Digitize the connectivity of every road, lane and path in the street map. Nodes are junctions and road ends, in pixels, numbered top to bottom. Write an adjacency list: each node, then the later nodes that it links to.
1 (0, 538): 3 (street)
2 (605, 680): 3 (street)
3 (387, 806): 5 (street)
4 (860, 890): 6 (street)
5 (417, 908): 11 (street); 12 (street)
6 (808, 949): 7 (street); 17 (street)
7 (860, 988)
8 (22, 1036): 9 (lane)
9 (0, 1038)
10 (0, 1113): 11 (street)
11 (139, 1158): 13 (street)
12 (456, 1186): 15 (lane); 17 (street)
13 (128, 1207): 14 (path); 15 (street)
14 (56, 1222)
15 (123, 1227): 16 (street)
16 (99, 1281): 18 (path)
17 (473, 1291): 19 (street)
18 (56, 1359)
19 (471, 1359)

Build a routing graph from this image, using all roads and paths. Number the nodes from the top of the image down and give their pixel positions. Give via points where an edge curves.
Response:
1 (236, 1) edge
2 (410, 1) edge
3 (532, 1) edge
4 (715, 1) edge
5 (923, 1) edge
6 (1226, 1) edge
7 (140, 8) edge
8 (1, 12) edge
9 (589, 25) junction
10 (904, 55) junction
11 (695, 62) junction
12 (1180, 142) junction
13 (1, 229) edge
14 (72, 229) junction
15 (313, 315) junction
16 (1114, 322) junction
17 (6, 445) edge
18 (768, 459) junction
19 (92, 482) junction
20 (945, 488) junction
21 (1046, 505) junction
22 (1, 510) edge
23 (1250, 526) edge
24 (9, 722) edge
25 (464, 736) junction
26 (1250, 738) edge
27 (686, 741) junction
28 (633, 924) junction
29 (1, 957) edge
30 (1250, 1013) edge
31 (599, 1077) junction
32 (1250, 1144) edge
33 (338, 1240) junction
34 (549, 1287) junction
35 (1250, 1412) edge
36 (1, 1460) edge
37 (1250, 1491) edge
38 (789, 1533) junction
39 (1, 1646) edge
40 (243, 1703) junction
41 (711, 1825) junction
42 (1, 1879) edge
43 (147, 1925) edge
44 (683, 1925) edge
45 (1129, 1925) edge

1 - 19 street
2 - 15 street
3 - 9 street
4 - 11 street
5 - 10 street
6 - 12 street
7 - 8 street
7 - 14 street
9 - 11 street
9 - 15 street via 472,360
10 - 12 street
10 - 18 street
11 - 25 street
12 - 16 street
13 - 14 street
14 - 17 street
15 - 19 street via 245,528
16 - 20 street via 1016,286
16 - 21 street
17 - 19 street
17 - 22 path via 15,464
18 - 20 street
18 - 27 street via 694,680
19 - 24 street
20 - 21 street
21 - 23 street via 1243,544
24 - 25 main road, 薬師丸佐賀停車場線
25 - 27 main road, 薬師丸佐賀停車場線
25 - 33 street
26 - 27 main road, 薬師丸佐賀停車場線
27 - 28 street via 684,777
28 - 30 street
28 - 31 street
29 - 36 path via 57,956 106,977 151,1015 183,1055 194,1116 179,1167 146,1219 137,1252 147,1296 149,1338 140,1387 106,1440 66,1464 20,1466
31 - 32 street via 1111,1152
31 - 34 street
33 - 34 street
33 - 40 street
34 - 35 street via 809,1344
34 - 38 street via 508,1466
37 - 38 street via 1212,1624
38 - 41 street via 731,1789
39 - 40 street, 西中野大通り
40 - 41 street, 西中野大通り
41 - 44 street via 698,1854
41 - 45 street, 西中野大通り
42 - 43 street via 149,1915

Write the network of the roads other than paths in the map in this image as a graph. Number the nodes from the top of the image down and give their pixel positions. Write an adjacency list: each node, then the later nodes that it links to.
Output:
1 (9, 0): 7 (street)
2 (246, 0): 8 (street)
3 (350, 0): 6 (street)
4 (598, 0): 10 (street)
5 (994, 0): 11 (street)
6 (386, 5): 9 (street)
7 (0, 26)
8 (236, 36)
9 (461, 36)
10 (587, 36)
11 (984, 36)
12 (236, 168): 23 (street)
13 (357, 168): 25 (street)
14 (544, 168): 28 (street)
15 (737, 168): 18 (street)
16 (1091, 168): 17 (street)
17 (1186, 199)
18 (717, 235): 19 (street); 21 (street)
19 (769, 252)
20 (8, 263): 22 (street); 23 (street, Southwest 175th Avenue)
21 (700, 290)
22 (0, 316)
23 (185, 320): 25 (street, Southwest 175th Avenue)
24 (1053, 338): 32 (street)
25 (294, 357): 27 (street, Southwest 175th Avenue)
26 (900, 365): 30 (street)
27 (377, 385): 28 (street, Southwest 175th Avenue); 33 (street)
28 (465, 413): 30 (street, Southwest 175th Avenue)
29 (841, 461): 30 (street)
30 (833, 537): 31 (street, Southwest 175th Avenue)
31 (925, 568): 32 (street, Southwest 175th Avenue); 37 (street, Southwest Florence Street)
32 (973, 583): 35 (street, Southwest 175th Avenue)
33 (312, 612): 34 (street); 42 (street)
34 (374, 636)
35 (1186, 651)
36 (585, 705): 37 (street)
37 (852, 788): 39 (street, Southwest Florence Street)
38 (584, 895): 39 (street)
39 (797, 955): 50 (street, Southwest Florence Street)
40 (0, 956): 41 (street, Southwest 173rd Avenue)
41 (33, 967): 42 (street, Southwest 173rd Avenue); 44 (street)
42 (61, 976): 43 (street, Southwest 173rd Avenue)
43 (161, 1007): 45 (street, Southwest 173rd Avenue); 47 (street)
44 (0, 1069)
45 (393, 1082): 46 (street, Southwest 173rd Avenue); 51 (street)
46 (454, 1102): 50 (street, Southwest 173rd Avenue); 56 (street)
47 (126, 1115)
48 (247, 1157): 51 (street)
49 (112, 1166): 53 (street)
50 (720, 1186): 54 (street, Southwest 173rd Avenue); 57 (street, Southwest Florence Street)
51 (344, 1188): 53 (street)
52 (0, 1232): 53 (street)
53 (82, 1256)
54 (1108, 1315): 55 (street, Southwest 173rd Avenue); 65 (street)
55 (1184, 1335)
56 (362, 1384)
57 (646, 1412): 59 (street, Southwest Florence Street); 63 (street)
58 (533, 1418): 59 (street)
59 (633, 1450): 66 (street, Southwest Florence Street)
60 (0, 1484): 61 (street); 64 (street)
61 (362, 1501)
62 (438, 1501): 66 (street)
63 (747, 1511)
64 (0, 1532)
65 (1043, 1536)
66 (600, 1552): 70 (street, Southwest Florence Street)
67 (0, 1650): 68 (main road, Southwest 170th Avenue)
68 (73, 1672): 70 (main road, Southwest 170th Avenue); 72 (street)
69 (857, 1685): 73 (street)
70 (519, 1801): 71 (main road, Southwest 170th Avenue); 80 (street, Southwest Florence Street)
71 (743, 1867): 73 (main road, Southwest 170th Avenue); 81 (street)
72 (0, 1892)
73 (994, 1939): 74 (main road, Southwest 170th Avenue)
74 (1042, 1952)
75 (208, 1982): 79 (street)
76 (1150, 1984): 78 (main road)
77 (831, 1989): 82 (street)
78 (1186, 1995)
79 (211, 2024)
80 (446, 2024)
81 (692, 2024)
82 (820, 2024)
* * * * *
[Activity]:
Word for word, transcribe all of the records.

[Answer to the exercise]:
Digitize the connectivity of every road, lane and path in the street map. Nodes are junctions and road ends, in pixels, numbered top to bottom. Write an adjacency list: each node, then the later nodes that it links to.
1 (0, 538): 3 (street)
2 (605, 680): 3 (street)
3 (387, 806): 5 (street)
4 (860, 890): 6 (street)
5 (417, 908): 11 (street); 12 (street)
6 (808, 949): 7 (street); 17 (street)
7 (860, 988)
8 (22, 1036): 9 (lane)
9 (0, 1038)
10 (0, 1113): 11 (street)
11 (139, 1158): 13 (street)
12 (456, 1186): 15 (lane); 17 (street)
13 (128, 1207): 14 (path); 15 (street)
14 (56, 1222)
15 (123, 1227): 16 (street)
16 (99, 1281): 18 (path)
17 (473, 1291): 19 (street)
18 (56, 1359)
19 (471, 1359)

Build a routing graph from this image, using all roads and paths. Number the nodes from the top of the image down and give their pixel positions. Give via points where an edge curves.
Response:
1 (236, 1) edge
2 (410, 1) edge
3 (532, 1) edge
4 (715, 1) edge
5 (923, 1) edge
6 (1226, 1) edge
7 (140, 8) edge
8 (1, 12) edge
9 (589, 25) junction
10 (904, 55) junction
11 (695, 62) junction
12 (1180, 142) junction
13 (1, 229) edge
14 (72, 229) junction
15 (313, 315) junction
16 (1114, 322) junction
17 (6, 445) edge
18 (768, 459) junction
19 (92, 482) junction
20 (945, 488) junction
21 (1046, 505) junction
22 (1, 510) edge
23 (1250, 526) edge
24 (9, 722) edge
25 (464, 736) junction
26 (1250, 738) edge
27 (686, 741) junction
28 (633, 924) junction
29 (1, 957) edge
30 (1250, 1013) edge
31 (599, 1077) junction
32 (1250, 1144) edge
33 (338, 1240) junction
34 (549, 1287) junction
35 (1250, 1412) edge
36 (1, 1460) edge
37 (1250, 1491) edge
38 (789, 1533) junction
39 (1, 1646) edge
40 (243, 1703) junction
41 (711, 1825) junction
42 (1, 1879) edge
43 (147, 1925) edge
44 (683, 1925) edge
45 (1129, 1925) edge

1 - 19 street
2 - 15 street
3 - 9 street
4 - 11 street
5 - 10 street
6 - 12 street
7 - 8 street
7 - 14 street
9 - 11 street
9 - 15 street via 472,360
10 - 12 street
10 - 18 street
11 - 25 street
12 - 16 street
13 - 14 street
14 - 17 street
15 - 19 street via 245,528
16 - 20 street via 1016,286
16 - 21 street
17 - 19 street
17 - 22 path via 15,464
18 - 20 street
18 - 27 street via 694,680
19 - 24 street
20 - 21 street
21 - 23 street via 1243,544
24 - 25 main road, 薬師丸佐賀停車場線
25 - 27 main road, 薬師丸佐賀停車場線
25 - 33 street
26 - 27 main road, 薬師丸佐賀停車場線
27 - 28 street via 684,777
28 - 30 street
28 - 31 street
29 - 36 path via 57,956 106,977 151,1015 183,1055 194,1116 179,1167 146,1219 137,1252 147,1296 149,1338 140,1387 106,1440 66,1464 20,1466
31 - 32 street via 1111,1152
31 - 34 street
33 - 34 street
33 - 40 street
34 - 35 street via 809,1344
34 - 38 street via 508,1466
37 - 38 street via 1212,1624
38 - 41 street via 731,1789
39 - 40 street, 西中野大通り
40 - 41 street, 西中野大通り
41 - 44 street via 698,1854
41 - 45 street, 西中野大通り
42 - 43 street via 149,1915

Write the network of the roads other than paths in the map in this image as a graph. Number the nodes from the top of the image down and give their pixel positions. Write an adjacency list: each node, then the later nodes that it links to.
Output:
1 (9, 0): 7 (street)
2 (246, 0): 8 (street)
3 (350, 0): 6 (street)
4 (598, 0): 10 (street)
5 (994, 0): 11 (street)
6 (386, 5): 9 (street)
7 (0, 26)
8 (236, 36)
9 (461, 36)
10 (587, 36)
11 (984, 36)
12 (236, 168): 23 (street)
13 (357, 168): 25 (street)
14 (544, 168): 28 (street)
15 (737, 168): 18 (street)
16 (1091, 168): 17 (street)
17 (1186, 199)
18 (717, 235): 19 (street); 21 (street)
19 (769, 252)
20 (8, 263): 22 (street); 23 (street, Southwest 175th Avenue)
21 (700, 290)
22 (0, 316)
23 (185, 320): 25 (street, Southwest 175th Avenue)
24 (1053, 338): 32 (street)
25 (294, 357): 27 (street, Southwest 175th Avenue)
26 (900, 365): 30 (street)
27 (377, 385): 28 (street, Southwest 175th Avenue); 33 (street)
28 (465, 413): 30 (street, Southwest 175th Avenue)
29 (841, 461): 30 (street)
30 (833, 537): 31 (street, Southwest 175th Avenue)
31 (925, 568): 32 (street, Southwest 175th Avenue); 37 (street, Southwest Florence Street)
32 (973, 583): 35 (street, Southwest 175th Avenue)
33 (312, 612): 34 (street); 42 (street)
34 (374, 636)
35 (1186, 651)
36 (585, 705): 37 (street)
37 (852, 788): 39 (street, Southwest Florence Street)
38 (584, 895): 39 (street)
39 (797, 955): 50 (street, Southwest Florence Street)
40 (0, 956): 41 (street, Southwest 173rd Avenue)
41 (33, 967): 42 (street, Southwest 173rd Avenue); 44 (street)
42 (61, 976): 43 (street, Southwest 173rd Avenue)
43 (161, 1007): 45 (street, Southwest 173rd Avenue); 47 (street)
44 (0, 1069)
45 (393, 1082): 46 (street, Southwest 173rd Avenue); 51 (street)
46 (454, 1102): 50 (street, Southwest 173rd Avenue); 56 (street)
47 (126, 1115)
48 (247, 1157): 51 (street)
49 (112, 1166): 53 (street)
50 (720, 1186): 54 (street, Southwest 173rd Avenue); 57 (street, Southwest Florence Street)
51 (344, 1188): 53 (street)
52 (0, 1232): 53 (street)
53 (82, 1256)
54 (1108, 1315): 55 (street, Southwest 173rd Avenue); 65 (street)
55 (1184, 1335)
56 (362, 1384)
57 (646, 1412): 59 (street, Southwest Florence Street); 63 (street)
58 (533, 1418): 59 (street)
59 (633, 1450): 66 (street, Southwest Florence Street)
60 (0, 1484): 61 (street); 64 (street)
61 (362, 1501)
62 (438, 1501): 66 (street)
63 (747, 1511)
64 (0, 1532)
65 (1043, 1536)
66 (600, 1552): 70 (street, Southwest Florence Street)
67 (0, 1650): 68 (main road, Southwest 170th Avenue)
68 (73, 1672): 70 (main road, Southwest 170th Avenue); 72 (street)
69 (857, 1685): 73 (street)
70 (519, 1801): 71 (main road, Southwest 170th Avenue); 80 (street, Southwest Florence Street)
71 (743, 1867): 73 (main road, Southwest 170th Avenue); 81 (street)
72 (0, 1892)
73 (994, 1939): 74 (main road, Southwest 170th Avenue)
74 (1042, 1952)
75 (208, 1982): 79 (street)
76 (1150, 1984): 78 (main road)
77 (831, 1989): 82 (street)
78 (1186, 1995)
79 (211, 2024)
80 (446, 2024)
81 (692, 2024)
82 (820, 2024)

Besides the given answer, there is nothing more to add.